• [TO DO]:
Check each line of the listing below for the string "down", then copy every line that has it.

• [LISTED ENTRIES]:
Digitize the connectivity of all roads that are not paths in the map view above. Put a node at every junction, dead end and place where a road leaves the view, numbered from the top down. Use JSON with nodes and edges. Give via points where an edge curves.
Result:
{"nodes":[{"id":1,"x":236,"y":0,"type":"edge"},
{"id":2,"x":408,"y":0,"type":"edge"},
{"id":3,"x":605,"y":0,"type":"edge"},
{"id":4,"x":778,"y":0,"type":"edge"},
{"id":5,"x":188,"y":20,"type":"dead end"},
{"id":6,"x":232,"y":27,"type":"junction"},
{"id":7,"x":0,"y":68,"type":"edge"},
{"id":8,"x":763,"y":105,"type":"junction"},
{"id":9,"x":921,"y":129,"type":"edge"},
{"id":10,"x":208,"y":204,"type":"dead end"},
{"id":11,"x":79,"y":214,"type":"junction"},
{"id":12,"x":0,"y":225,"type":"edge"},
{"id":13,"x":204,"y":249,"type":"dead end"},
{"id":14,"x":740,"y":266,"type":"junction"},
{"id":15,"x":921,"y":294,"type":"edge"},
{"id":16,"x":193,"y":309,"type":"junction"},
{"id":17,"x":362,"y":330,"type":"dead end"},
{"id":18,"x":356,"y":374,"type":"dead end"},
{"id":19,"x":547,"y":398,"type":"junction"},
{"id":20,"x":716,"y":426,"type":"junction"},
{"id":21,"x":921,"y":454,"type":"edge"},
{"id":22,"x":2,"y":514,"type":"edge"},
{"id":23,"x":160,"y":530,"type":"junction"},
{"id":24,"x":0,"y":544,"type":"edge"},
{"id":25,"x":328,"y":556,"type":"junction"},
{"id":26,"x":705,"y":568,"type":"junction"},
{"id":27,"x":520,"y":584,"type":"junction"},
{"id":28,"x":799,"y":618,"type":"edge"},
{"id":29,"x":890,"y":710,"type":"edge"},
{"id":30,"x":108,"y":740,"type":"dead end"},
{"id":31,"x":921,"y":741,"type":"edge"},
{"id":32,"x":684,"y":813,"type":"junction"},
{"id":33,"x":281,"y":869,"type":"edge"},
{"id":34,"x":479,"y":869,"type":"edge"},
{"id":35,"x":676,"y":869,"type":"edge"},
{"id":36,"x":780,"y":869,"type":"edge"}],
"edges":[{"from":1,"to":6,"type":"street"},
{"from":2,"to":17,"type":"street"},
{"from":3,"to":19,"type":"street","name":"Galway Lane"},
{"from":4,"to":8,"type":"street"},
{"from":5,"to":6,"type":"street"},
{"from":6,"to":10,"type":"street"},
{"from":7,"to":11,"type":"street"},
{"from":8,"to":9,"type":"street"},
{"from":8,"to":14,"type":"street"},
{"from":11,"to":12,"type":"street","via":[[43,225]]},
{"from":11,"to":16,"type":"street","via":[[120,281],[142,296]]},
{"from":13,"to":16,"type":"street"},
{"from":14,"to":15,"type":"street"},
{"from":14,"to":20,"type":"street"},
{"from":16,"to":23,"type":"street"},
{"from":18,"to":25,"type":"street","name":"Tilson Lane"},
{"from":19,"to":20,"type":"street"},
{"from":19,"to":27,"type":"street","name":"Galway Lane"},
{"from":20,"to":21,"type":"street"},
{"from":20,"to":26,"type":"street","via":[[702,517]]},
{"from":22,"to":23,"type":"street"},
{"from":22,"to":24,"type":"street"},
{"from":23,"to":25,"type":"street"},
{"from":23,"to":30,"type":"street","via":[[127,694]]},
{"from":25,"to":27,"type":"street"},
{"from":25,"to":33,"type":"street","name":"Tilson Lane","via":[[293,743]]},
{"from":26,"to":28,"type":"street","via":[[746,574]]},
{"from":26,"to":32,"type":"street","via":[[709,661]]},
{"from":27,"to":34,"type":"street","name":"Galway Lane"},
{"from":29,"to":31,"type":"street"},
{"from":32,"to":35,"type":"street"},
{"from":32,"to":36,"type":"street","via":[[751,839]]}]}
* * *
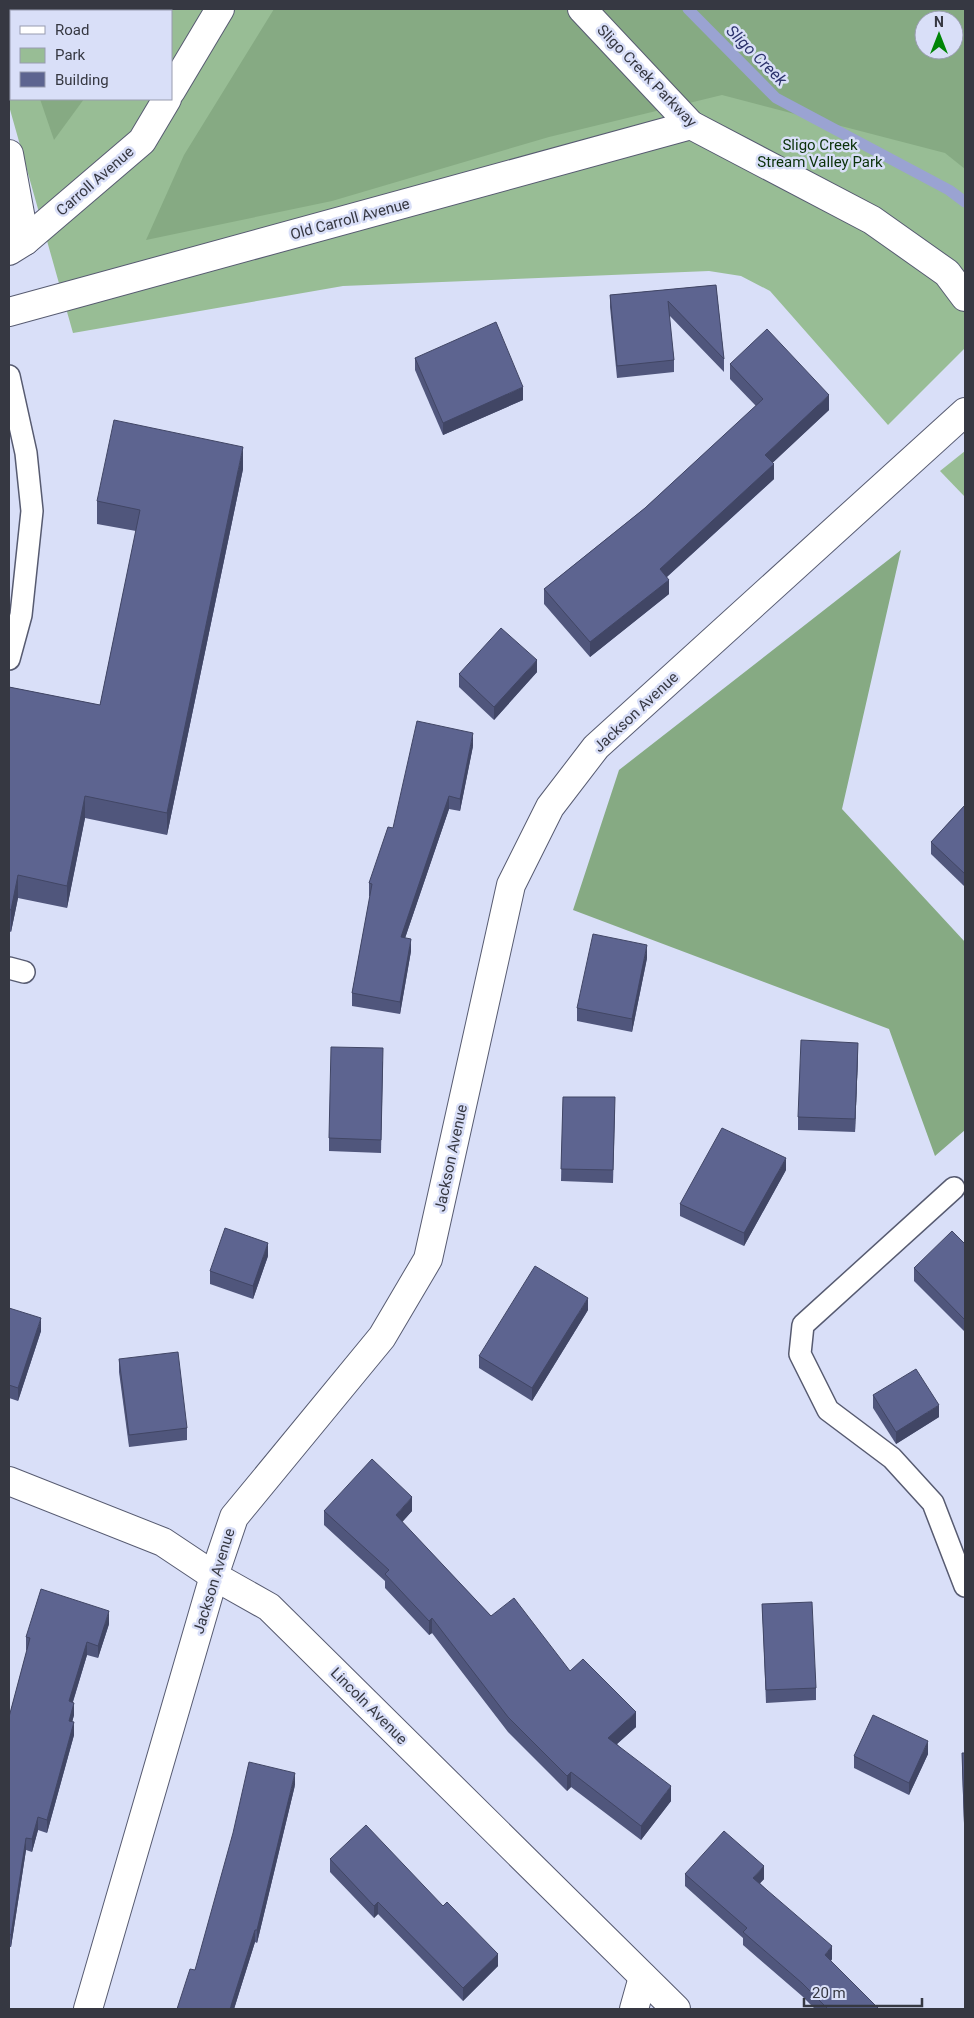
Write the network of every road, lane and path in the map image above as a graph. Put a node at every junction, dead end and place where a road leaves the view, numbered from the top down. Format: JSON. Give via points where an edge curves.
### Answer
---
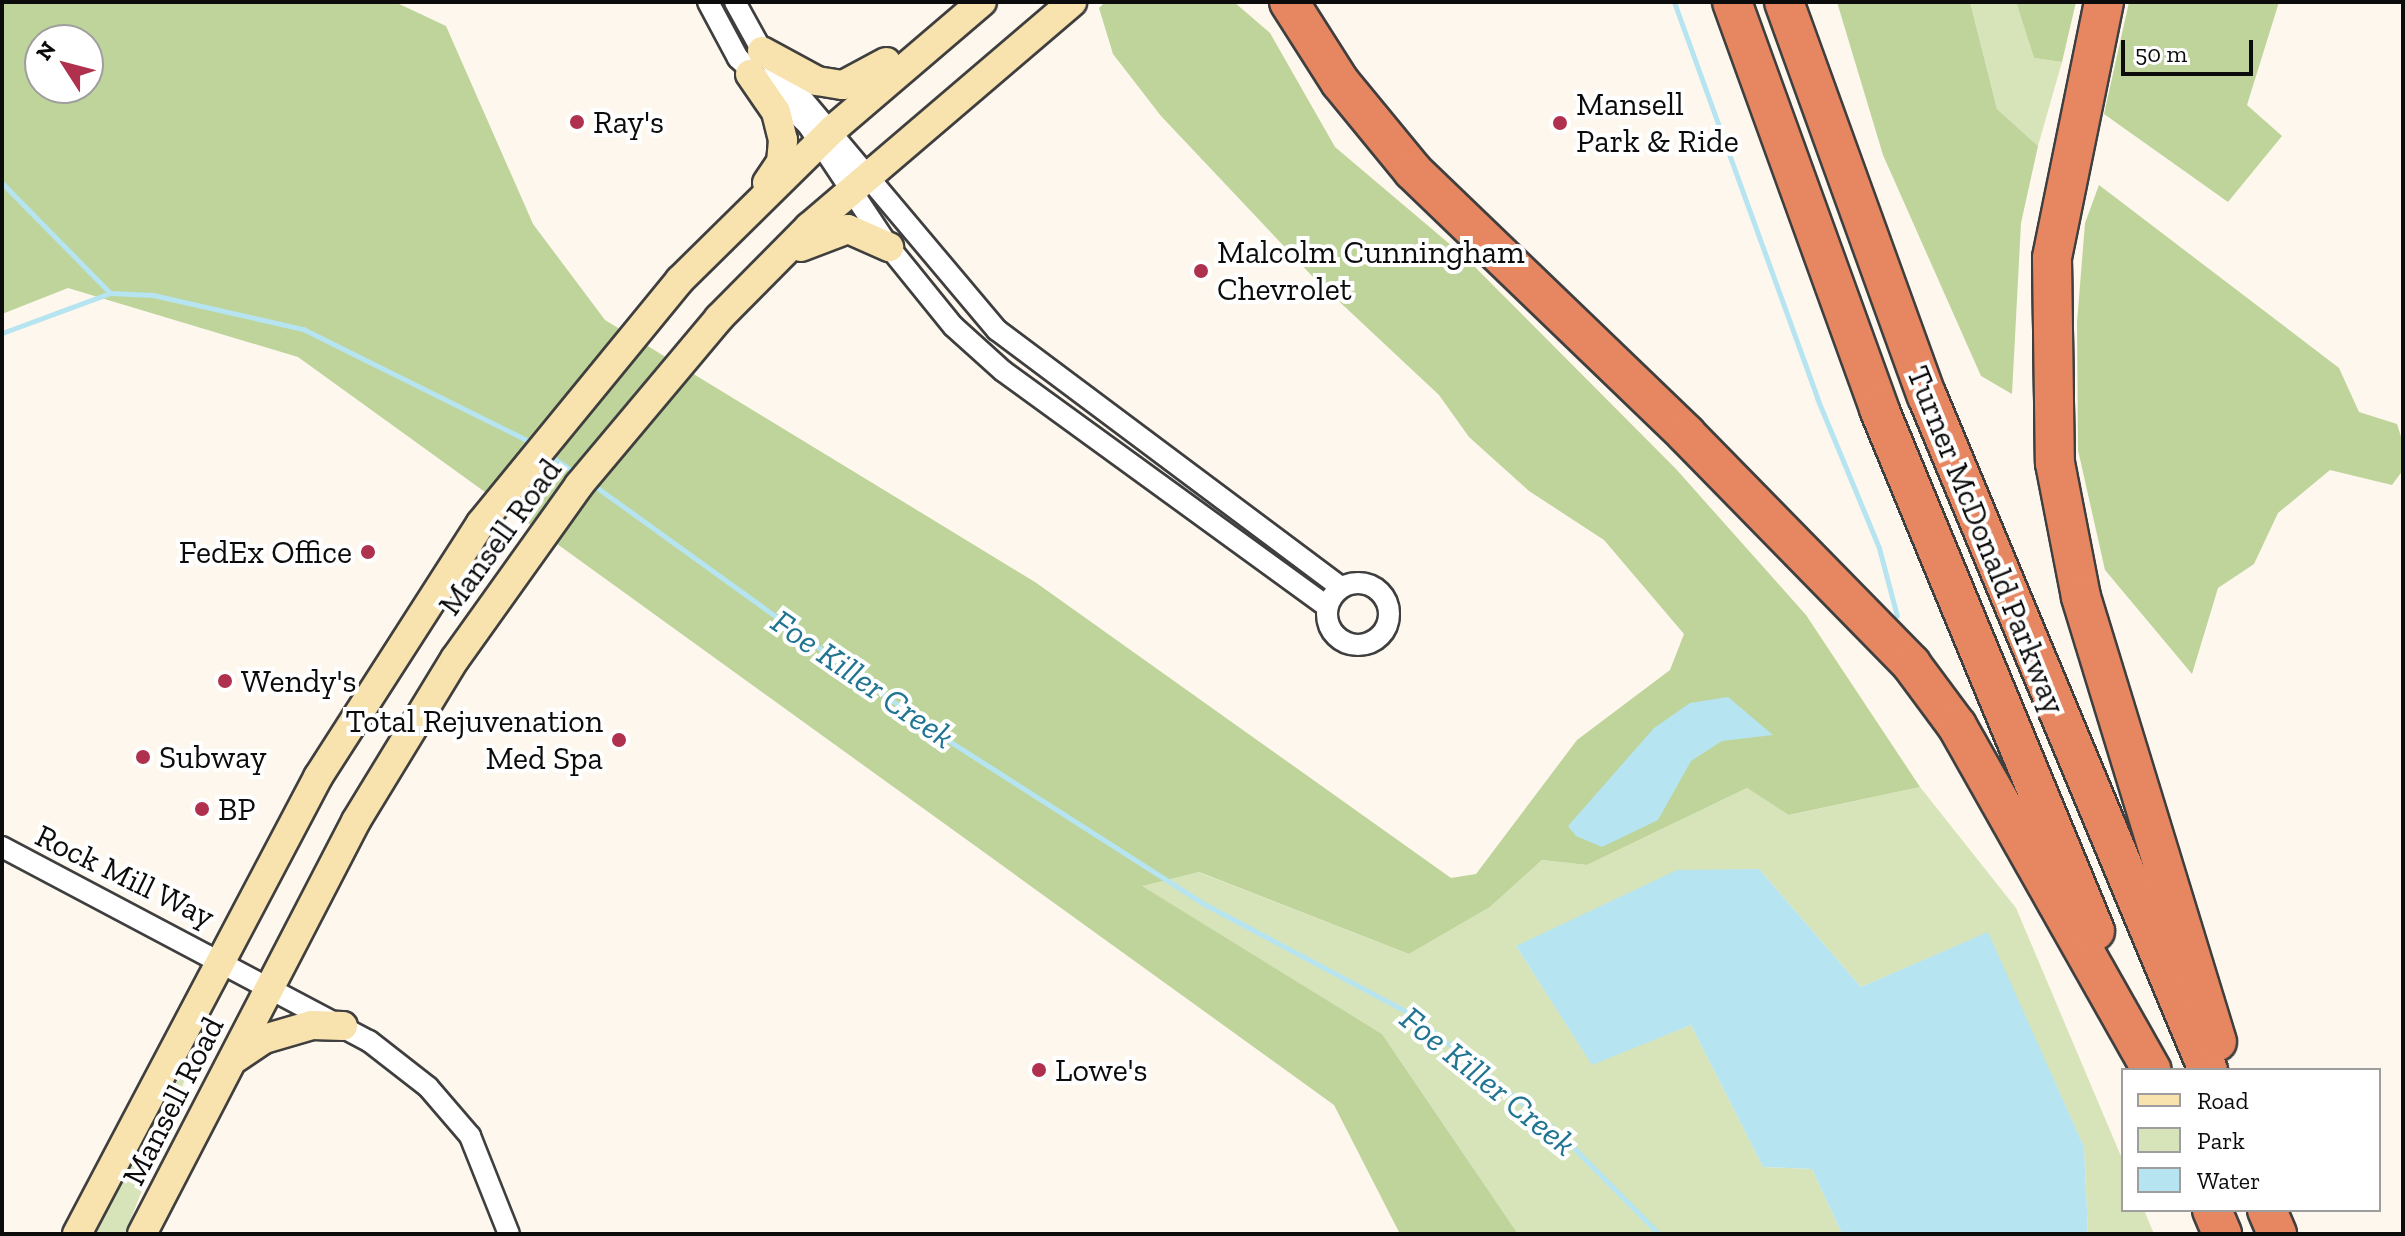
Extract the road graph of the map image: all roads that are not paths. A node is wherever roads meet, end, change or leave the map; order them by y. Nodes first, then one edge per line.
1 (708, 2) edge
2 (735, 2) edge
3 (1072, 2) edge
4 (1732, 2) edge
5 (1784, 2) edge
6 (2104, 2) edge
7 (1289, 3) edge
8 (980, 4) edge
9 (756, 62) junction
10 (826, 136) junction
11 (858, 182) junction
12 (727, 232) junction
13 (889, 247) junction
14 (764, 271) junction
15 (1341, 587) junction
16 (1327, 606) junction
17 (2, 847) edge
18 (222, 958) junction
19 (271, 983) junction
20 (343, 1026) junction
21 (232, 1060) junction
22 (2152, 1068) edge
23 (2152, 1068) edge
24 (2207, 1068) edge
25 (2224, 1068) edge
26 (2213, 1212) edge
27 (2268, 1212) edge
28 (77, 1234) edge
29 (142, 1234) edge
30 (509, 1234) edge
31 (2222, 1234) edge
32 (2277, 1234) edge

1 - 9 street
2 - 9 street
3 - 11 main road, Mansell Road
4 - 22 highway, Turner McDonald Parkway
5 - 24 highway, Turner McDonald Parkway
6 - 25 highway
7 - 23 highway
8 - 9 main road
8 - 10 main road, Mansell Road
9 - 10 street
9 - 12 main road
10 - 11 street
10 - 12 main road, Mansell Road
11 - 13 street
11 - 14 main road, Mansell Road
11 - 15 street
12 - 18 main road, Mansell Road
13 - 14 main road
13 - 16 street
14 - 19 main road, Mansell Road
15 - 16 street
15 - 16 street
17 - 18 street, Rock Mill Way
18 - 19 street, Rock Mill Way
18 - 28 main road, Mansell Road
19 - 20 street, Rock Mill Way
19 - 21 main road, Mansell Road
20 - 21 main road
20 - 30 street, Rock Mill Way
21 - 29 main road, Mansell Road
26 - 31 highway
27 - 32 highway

• [TASK OUTPUT]:
Digitize the connectivity of all roads that are not paths in the map view above. Put a node at every junction, dead end and place where a road leaves the view, numbered from the top down. Use JSON with nodes and edges. Give via points where an edge curves.
Write the network of every road, lane and path in the map image above as a graph. Put a node at every junction, dead end and place where a road leaves the view, numbered from the top down. Format: JSON. Give via points where an edge curves.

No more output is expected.